Marine Le Pen’s National Rally (RN) is expected to win a relative majority in the French parliament, yet it could hardly form a government as, despite their deep divisions, its antagonist parties gathered in an electoral cordon sanitaire, known as the Republican Front coalition.

Is the anti-fascist “no pasarán”* rally call still an objective constitutional and political ground to exclude the far-right from the executive and justify broad platform alliances while being highly flexible on ideology?

According to Jean-Pierre Darnis, a professor of International relations and Franco-Italian relations from the University of Nice and the LUISS University in Rome: “We have to state that the RN has evolved, we can state that Marine Le Pen has taken distances from her father (Jean-Marie Le Pen).” “New convergences have appeared in the RN, and now, the party has a varied sociology.”
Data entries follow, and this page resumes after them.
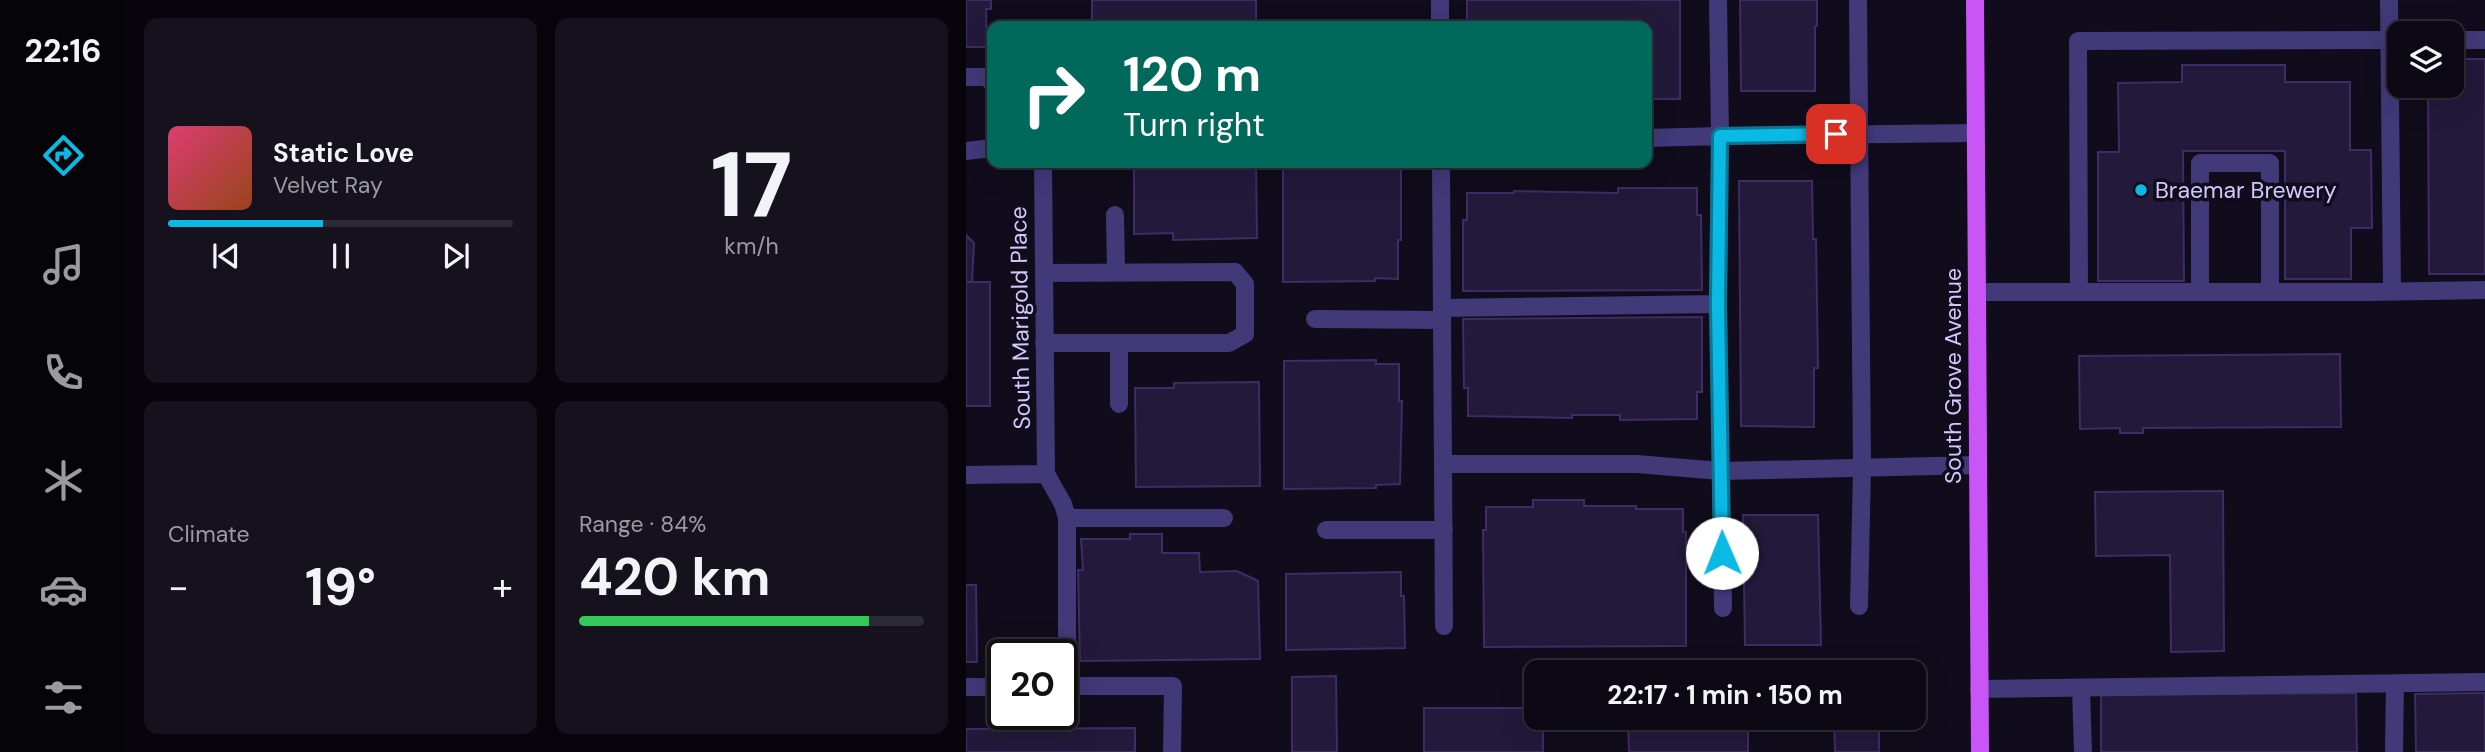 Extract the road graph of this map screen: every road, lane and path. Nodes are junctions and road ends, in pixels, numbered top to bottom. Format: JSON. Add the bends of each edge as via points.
{"nodes":[{"id":1,"x":1440,"y":0,"type":"edge"},
{"id":2,"x":1718,"y":0,"type":"edge"},
{"id":3,"x":1858,"y":0,"type":"edge"},
{"id":4,"x":1975,"y":0,"type":"edge"},
{"id":5,"x":2389,"y":0,"type":"edge"},
{"id":6,"x":1440,"y":21,"type":"edge"},
{"id":7,"x":2392,"y":21,"type":"edge"},
{"id":8,"x":2387,"y":40,"type":"edge"},
{"id":9,"x":2464,"y":40,"type":"edge"},
{"id":10,"x":2485,"y":40,"type":"edge"},
{"id":11,"x":966,"y":77,"type":"edge"},
{"id":12,"x":987,"y":77,"type":"edge"},
{"id":13,"x":2394,"y":98,"type":"edge"},
{"id":14,"x":1976,"y":133,"type":"junction"},
{"id":15,"x":1860,"y":134,"type":"junction"},
{"id":16,"x":1720,"y":136,"type":"junction"},
{"id":17,"x":1652,"y":138,"type":"edge"},
{"id":18,"x":987,"y":149,"type":"edge"},
{"id":19,"x":966,"y":151,"type":"edge"},
{"id":20,"x":1043,"y":168,"type":"edge"},
{"id":21,"x":1441,"y":168,"type":"edge"},
{"id":22,"x":1115,"y":215,"type":"dead end"},
{"id":23,"x":1116,"y":272,"type":"junction"},
{"id":24,"x":1044,"y":273,"type":"junction"},
{"id":25,"x":2485,"y":290,"type":"edge"},
{"id":26,"x":2079,"y":291,"type":"junction"},
{"id":27,"x":2200,"y":291,"type":"junction"},
{"id":28,"x":2392,"y":291,"type":"junction"},
{"id":29,"x":1977,"y":292,"type":"junction"},
{"id":30,"x":2270,"y":292,"type":"junction"},
{"id":31,"x":1718,"y":304,"type":"junction"},
{"id":32,"x":1442,"y":314,"type":"junction"},
{"id":33,"x":1315,"y":319,"type":"dead end"},
{"id":34,"x":1044,"y":343,"type":"junction"},
{"id":35,"x":1119,"y":343,"type":"junction"},
{"id":36,"x":1119,"y":404,"type":"dead end"},
{"id":37,"x":1443,"y":464,"type":"junction"},
{"id":38,"x":1978,"y":466,"type":"junction"},
{"id":39,"x":1862,"y":468,"type":"junction"},
{"id":40,"x":1721,"y":471,"type":"junction"},
{"id":41,"x":1046,"y":474,"type":"junction"},
{"id":42,"x":966,"y":475,"type":"edge"},
{"id":43,"x":1067,"y":518,"type":"junction"},
{"id":44,"x":1224,"y":518,"type":"dead end"},
{"id":45,"x":1326,"y":530,"type":"dead end"},
{"id":46,"x":1444,"y":530,"type":"junction"},
{"id":47,"x":1860,"y":606,"type":"dead end"},
{"id":48,"x":1723,"y":608,"type":"dead end"},
{"id":49,"x":1444,"y":626,"type":"dead end"},
{"id":50,"x":1067,"y":639,"type":"edge"},
{"id":51,"x":2485,"y":682,"type":"edge"},
{"id":52,"x":2395,"y":683,"type":"junction"},
{"id":53,"x":1078,"y":686,"type":"edge"},
{"id":54,"x":966,"y":687,"type":"edge"},
{"id":55,"x":987,"y":687,"type":"edge"},
{"id":56,"x":2081,"y":688,"type":"junction"},
{"id":57,"x":1979,"y":689,"type":"junction"},
{"id":58,"x":1172,"y":752,"type":"edge"},
{"id":59,"x":1980,"y":752,"type":"edge"},
{"id":60,"x":2083,"y":752,"type":"edge"},
{"id":61,"x":2395,"y":752,"type":"edge"}],
"edges":[{"from":1,"to":6,"type":"street"},
{"from":2,"to":16,"type":"street"},
{"from":3,"to":15,"type":"street"},
{"from":4,"to":14,"type":"main road","name":"South Grove Avenue"},
{"from":5,"to":7,"type":"street"},
{"from":8,"to":26,"type":"street","via":[[2078,41]]},
{"from":9,"to":10,"type":"street"},
{"from":11,"to":12,"type":"street"},
{"from":13,"to":28,"type":"street"},
{"from":14,"to":15,"type":"street"},
{"from":14,"to":29,"type":"main road","name":"South Grove Avenue"},
{"from":15,"to":16,"type":"street"},
{"from":15,"to":39,"type":"street"},
{"from":16,"to":17,"type":"street"},
{"from":16,"to":31,"type":"street"},
{"from":18,"to":19,"type":"street"},
{"from":20,"to":24,"type":"street","name":"South Marigold Place"},
{"from":21,"to":32,"type":"street"},
{"from":22,"to":23,"type":"street"},
{"from":23,"to":24,"type":"street"},
{"from":23,"to":35,"type":"street","via":[[1235,272],[1245,284],[1245,334],[1229,343]]},
{"from":24,"to":34,"type":"street","name":"South Marigold Place"},
{"from":25,"to":28,"type":"street"},
{"from":26,"to":27,"type":"street"},
{"from":26,"to":29,"type":"street"},
{"from":27,"to":30,"type":"street"},
{"from":27,"to":30,"type":"street","via":[[2200,163],[2270,163]]},
{"from":28,"to":30,"type":"street"},
{"from":29,"to":38,"type":"main road","name":"South Grove Avenue"},
{"from":31,"to":32,"type":"street"},
{"from":31,"to":40,"type":"street"},
{"from":32,"to":33,"type":"street"},
{"from":32,"to":37,"type":"street"},
{"from":34,"to":35,"type":"street"},
{"from":34,"to":41,"type":"street","name":"South Marigold Place"},
{"from":35,"to":36,"type":"street"},
{"from":37,"to":40,"type":"street","via":[[1637,464]]},
{"from":37,"to":46,"type":"street"},
{"from":38,"to":39,"type":"street"},
{"from":38,"to":57,"type":"main road","name":"South Grove Avenue"},
{"from":39,"to":40,"type":"street"},
{"from":39,"to":47,"type":"street"},
{"from":40,"to":48,"type":"street"},
{"from":41,"to":42,"type":"street"},
{"from":41,"to":43,"type":"street"},
{"from":43,"to":44,"type":"street"},
{"from":43,"to":50,"type":"street"},
{"from":45,"to":46,"type":"street"},
{"from":46,"to":49,"type":"street"},
{"from":51,"to":52,"type":"street"},
{"from":52,"to":56,"type":"street"},
{"from":52,"to":61,"type":"street"},
{"from":53,"to":58,"type":"street","via":[[1173,686]]},
{"from":54,"to":55,"type":"street"},
{"from":56,"to":57,"type":"street"},
{"from":56,"to":60,"type":"street"},
{"from":57,"to":59,"type":"main road","name":"South Grove Avenue"}]}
“Despite the fact that the old antisemitic component has not completely disappeared from the roots of the party, since the conflict in Gaza, the party has taken an anti-Islam position.”
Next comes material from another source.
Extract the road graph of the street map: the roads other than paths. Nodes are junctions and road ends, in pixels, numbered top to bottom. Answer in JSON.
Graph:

“It has shifted to the anti-Islam approach away from antisemitism because in France the RN antagonises the left and the far left that has certain militants that are pro-Palestinians and pro-Gaza,” Darnis told Euronews.

Is this pro-Israeli stance enough to win over the public opinion in France and in Europe?

“The (electoral) tactic of the RN is to try to reassure and perhaps will reassure a conservative and reactionary part of the Jewish community in France,” concluded Darnis.

In an interview Thursday on the French radio station Sud Radio, Marine Le Pen said that “those in France who support Hamas have been just promoting Hamas’ interests.”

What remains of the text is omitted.